If there’s toxic verbal abuse going on and you say something like: “If this continues, I’m going to remove myself from this conversation until we both calm down and then we can come back together and continue. I’ll check in with you in an hour, but I’m leaving this conversation now.” Again, that is NOT stonewalling.
Stonewalling is more nuanced, it’s more insidious, it’s more manipulative and controlling, where you do things like moving away subtly, or you avoid contact, you have evasive moves like verbally saying “Well I don’t see what the big deal is” or you’ll be obsessively involved in something like using your phone or pretending you’re doing something to ignore or avoid her.
Stonewalling is the deliberate attempt to withdraw from interaction in order to control the situation. Stonewalling does not work.
So how does stonewalling poison the relationship?

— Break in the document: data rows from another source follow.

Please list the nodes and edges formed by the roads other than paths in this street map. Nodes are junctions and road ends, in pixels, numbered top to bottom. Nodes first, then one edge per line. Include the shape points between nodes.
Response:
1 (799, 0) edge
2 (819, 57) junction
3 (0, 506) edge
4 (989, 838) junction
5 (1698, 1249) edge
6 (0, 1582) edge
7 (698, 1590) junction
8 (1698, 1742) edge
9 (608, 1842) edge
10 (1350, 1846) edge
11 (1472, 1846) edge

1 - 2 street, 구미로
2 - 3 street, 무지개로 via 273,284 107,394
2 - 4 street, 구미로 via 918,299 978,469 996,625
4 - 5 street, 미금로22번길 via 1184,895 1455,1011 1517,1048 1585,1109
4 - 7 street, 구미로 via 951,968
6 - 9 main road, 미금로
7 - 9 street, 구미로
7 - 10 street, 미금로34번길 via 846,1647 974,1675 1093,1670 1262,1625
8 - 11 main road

It erodes trust, respect, connection and attraction. If either one of you knows that when you get into a conversation that the likely response is going to be silence, that there will be no communication, no interaction, no cooperation, it erodes trust. So then a major part of the foundation of a relationship – which is communication, trust and respect – is gone and this happens every time you stonewall.
Stonewalling also breeds hopelessness. Whenever you get into any type of conversation or interaction around problem solving, and you know that she is going to go quiet, you begin to believe that ‘this will never work’, you begin to believe that ‘it’s hopeless’ and you start to resent the other person.

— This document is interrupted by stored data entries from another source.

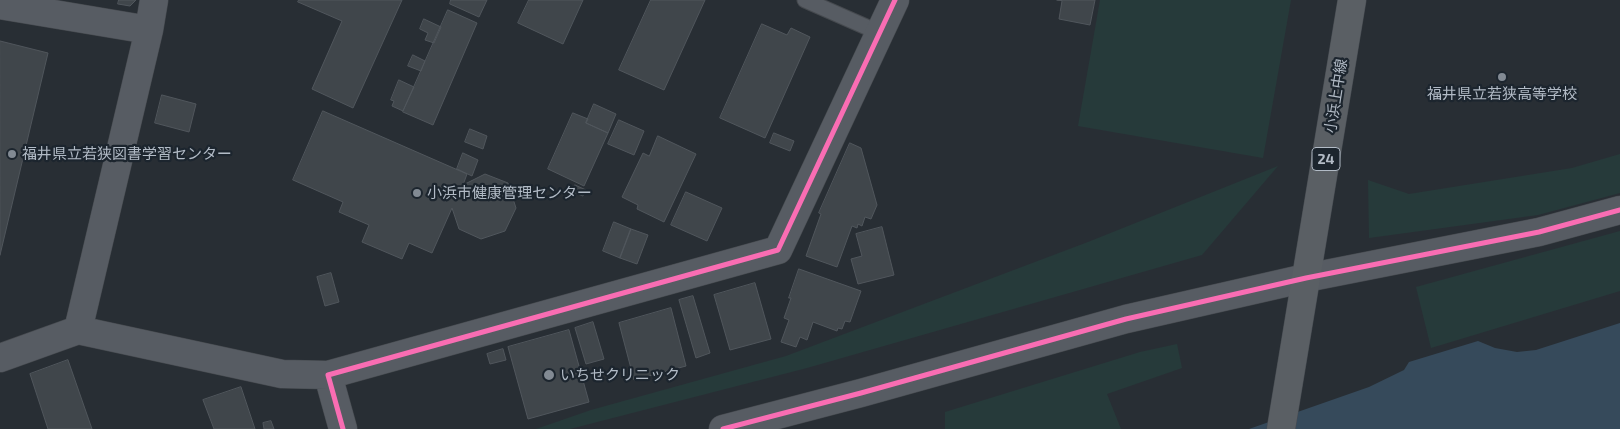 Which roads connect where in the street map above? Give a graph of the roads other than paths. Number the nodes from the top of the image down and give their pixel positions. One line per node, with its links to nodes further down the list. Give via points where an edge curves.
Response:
1 (154, 0): 6 (street)
2 (804, 0): 7 (lane)
3 (895, 0): 7 (street)
4 (1352, 0): 9 (main road, 小浜上中線 / 24)
5 (0, 5): 6 (street)
6 (149, 30): 10 (street)
7 (880, 33): 12 (street, via 778,250)
8 (1620, 210): 9 (street, via 1539,232)
9 (1306, 278): 14 (street, via 1126,319); 15 (main road, 小浜上中線 / 24)
10 (78, 330): 11 (street); 12 (street, via 282,374)
11 (0, 358)
12 (328, 375): 13 (street)
13 (343, 429)
14 (723, 429)
15 (1281, 429) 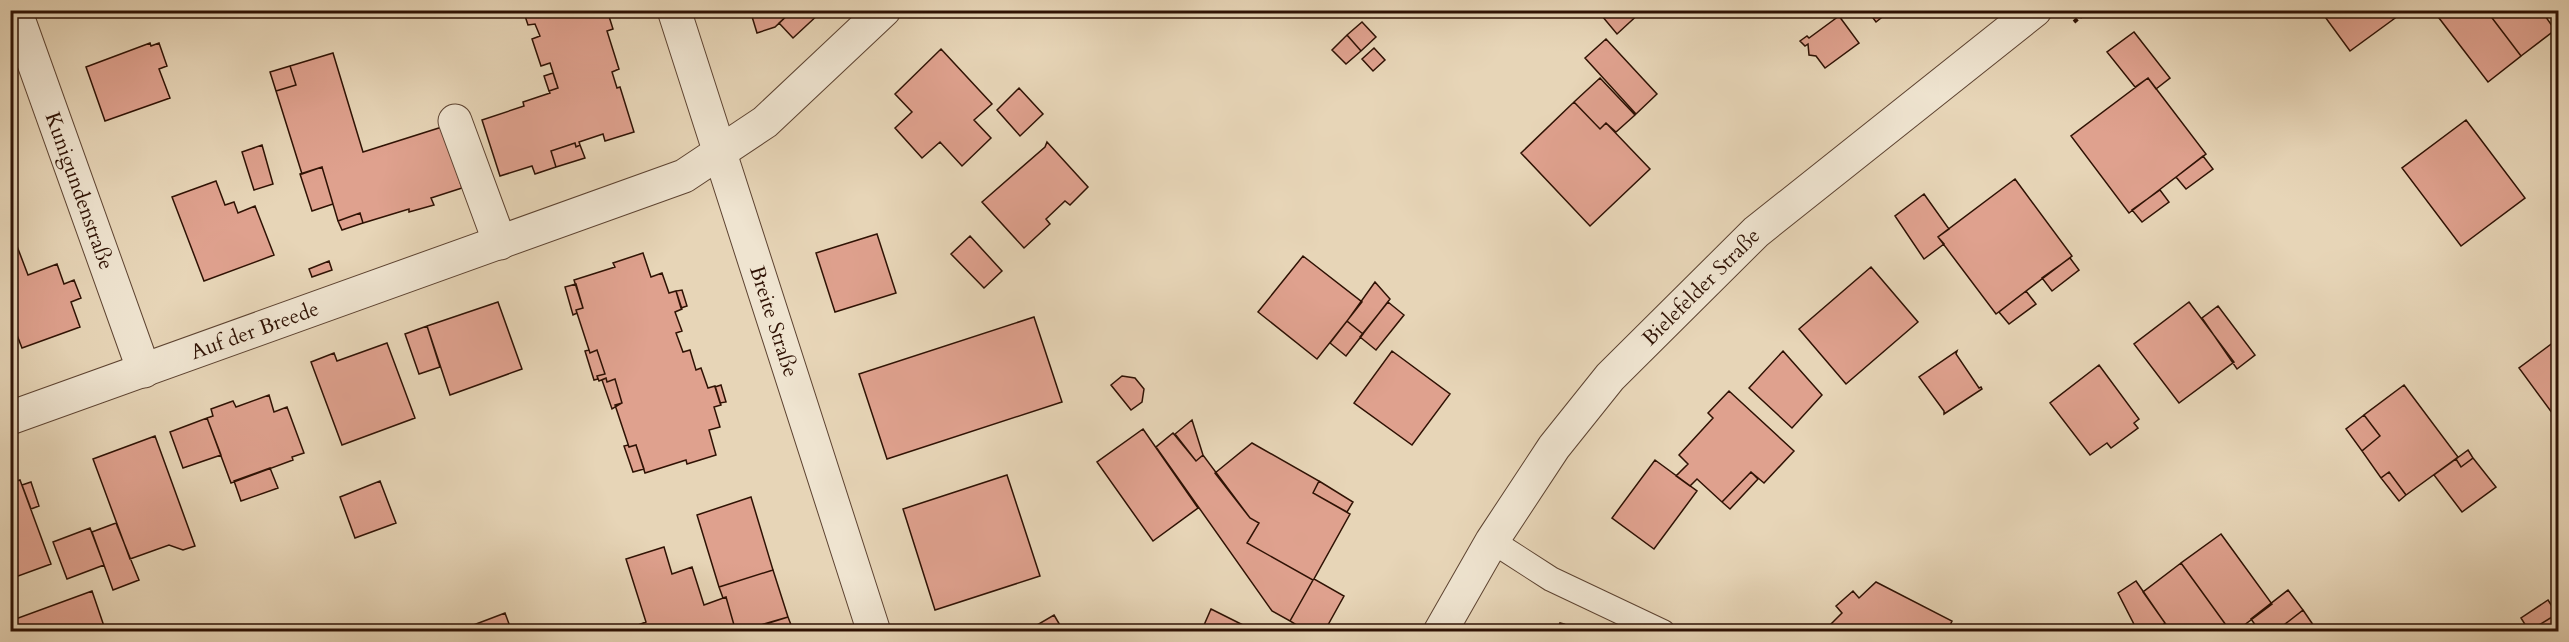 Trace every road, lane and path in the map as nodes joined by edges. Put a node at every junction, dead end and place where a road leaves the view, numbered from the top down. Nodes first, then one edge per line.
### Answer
1 (15, 10) edge
2 (674, 10) edge
3 (884, 10) edge
4 (2035, 10) edge
5 (2088, 10) edge
6 (2070, 24) dead end
7 (455, 121) dead end
8 (718, 154) junction
9 (500, 243) junction
10 (144, 371) junction
11 (10, 418) edge
12 (1492, 541) junction
13 (874, 632) edge
14 (1440, 632) edge
15 (1663, 632) edge

1 - 10 street, Kunigundenstraße
2 - 8 street, Breite Straße
3 - 8 street, Auf der Breede
4 - 12 street, Bielefelder Straße
5 - 6 path
7 - 9 street
8 - 9 street, Auf der Breede
8 - 13 street, Breite Straße
9 - 10 street, Auf der Breede
10 - 11 street, Auf der Breede
12 - 14 street, Bielefelder Straße
12 - 15 lane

And that starts to build the next of “The Four Horseman of the Apocalypse” which is called contempt that I’ll be covering next week. Whenever you continually face stonewalling (or if she faces it from you), contempt comes in which is a boiling energy of hatred and bitterness.

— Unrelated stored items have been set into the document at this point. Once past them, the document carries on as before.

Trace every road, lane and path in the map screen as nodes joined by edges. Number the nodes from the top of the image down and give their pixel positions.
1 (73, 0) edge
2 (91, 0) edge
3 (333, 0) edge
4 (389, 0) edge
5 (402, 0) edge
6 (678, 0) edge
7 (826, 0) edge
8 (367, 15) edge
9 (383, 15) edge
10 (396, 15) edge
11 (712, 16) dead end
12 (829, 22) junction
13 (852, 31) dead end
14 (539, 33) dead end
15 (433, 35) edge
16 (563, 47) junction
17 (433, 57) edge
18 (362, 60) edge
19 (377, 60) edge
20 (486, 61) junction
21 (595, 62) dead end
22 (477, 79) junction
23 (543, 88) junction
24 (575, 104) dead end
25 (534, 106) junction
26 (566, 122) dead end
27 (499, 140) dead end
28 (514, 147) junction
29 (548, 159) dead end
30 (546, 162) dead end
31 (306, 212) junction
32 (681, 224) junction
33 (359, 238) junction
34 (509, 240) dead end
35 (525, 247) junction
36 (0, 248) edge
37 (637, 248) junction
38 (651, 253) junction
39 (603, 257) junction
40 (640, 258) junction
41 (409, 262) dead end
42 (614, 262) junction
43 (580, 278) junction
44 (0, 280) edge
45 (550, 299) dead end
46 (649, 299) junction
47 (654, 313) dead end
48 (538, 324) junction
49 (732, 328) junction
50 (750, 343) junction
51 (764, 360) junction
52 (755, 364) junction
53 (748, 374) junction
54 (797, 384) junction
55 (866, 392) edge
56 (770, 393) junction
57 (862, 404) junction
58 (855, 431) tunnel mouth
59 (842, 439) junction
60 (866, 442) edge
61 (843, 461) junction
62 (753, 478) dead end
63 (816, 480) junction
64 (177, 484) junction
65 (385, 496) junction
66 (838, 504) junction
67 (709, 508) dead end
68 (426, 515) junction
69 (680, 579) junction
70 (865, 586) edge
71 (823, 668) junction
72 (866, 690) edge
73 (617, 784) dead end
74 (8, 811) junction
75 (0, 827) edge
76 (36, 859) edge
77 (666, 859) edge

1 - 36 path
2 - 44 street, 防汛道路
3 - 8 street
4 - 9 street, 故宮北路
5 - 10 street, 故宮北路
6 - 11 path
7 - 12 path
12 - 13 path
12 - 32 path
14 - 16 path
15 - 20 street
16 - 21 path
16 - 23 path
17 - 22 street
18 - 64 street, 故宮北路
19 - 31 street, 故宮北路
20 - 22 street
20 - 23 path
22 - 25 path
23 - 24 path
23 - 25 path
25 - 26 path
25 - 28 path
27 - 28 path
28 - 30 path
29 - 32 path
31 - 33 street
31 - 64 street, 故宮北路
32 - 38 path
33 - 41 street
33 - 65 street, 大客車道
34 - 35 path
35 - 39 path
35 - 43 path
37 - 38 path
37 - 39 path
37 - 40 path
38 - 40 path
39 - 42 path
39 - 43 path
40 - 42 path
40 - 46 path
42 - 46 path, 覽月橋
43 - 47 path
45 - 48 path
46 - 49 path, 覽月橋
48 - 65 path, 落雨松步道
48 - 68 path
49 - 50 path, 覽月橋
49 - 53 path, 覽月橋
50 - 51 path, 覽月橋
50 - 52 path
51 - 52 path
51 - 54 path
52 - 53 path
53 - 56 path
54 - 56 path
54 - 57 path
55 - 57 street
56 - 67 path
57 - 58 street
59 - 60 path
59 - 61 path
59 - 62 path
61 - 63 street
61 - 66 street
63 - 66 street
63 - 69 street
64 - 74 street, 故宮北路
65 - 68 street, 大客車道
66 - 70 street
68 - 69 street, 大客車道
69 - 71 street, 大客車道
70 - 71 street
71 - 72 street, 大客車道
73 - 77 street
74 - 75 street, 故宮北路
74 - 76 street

So how do you change stonewalling?
When you’re the one doing the stonewalling, when you’re the one who’s quietly maneuvering away to the garage, avoiding her and giving the silent treatment, you have to know that the stronger man will stand strongly on both feet and stay present, calm and confident.
You can use curiosity or amusement. Stop believing that what’s happening is going to hurt you. Stop thinking that the best relief of the pressure you’re feeling is to run away from it or avoid it because that reaction causes more fear than you standing there with her. Women always say that they feel more fearful when you run away and can’t stand there with her in a conflict – stonewalling is eroding her trust and confidence in you.
What if she’s stonewalling?
What if she’s stonewalling and you’re the one pursuing her?
A lot of times women will do this – give us the silent treatment – it’s almost legendary! You feel cut off. Maybe she’s locked the bedroom door and tells you to go and sleep on the couch – that’s stonewalling!
First of all you can call it out. That’s why it’s good to understand these terms so that when you let her know “What you’re doing right now is not acceptable. I don’t treat you like that and I don’t want to be treated this way.”
Call it out. Make sure she knows that you know what’s going on.
You also need to release the pressure. When she’s stonewalling it means she’s feeling pressure and she’s flying away from it.
The worst thing you can do with women (or horses), is continue adding pressure when they’re already fleeing from pressure. That approach just doesn’t make sense.
You have to back away.
You have to wait for the clouds to clear and the pressure to reduce before you come back together.
Then you can hopefully have a conversation where you can talk about this stonewalling not being acceptable and how it doesn’t help anything.
Make sure you’re avoiding using the first two “Horseman of the Apocalypse” which are criticism and defensiveness when you re-engage.
So I hope this helped you understand what stonewalling is a little bit better and that you now know a little bit more about what to think about it and what to do about it when it happens.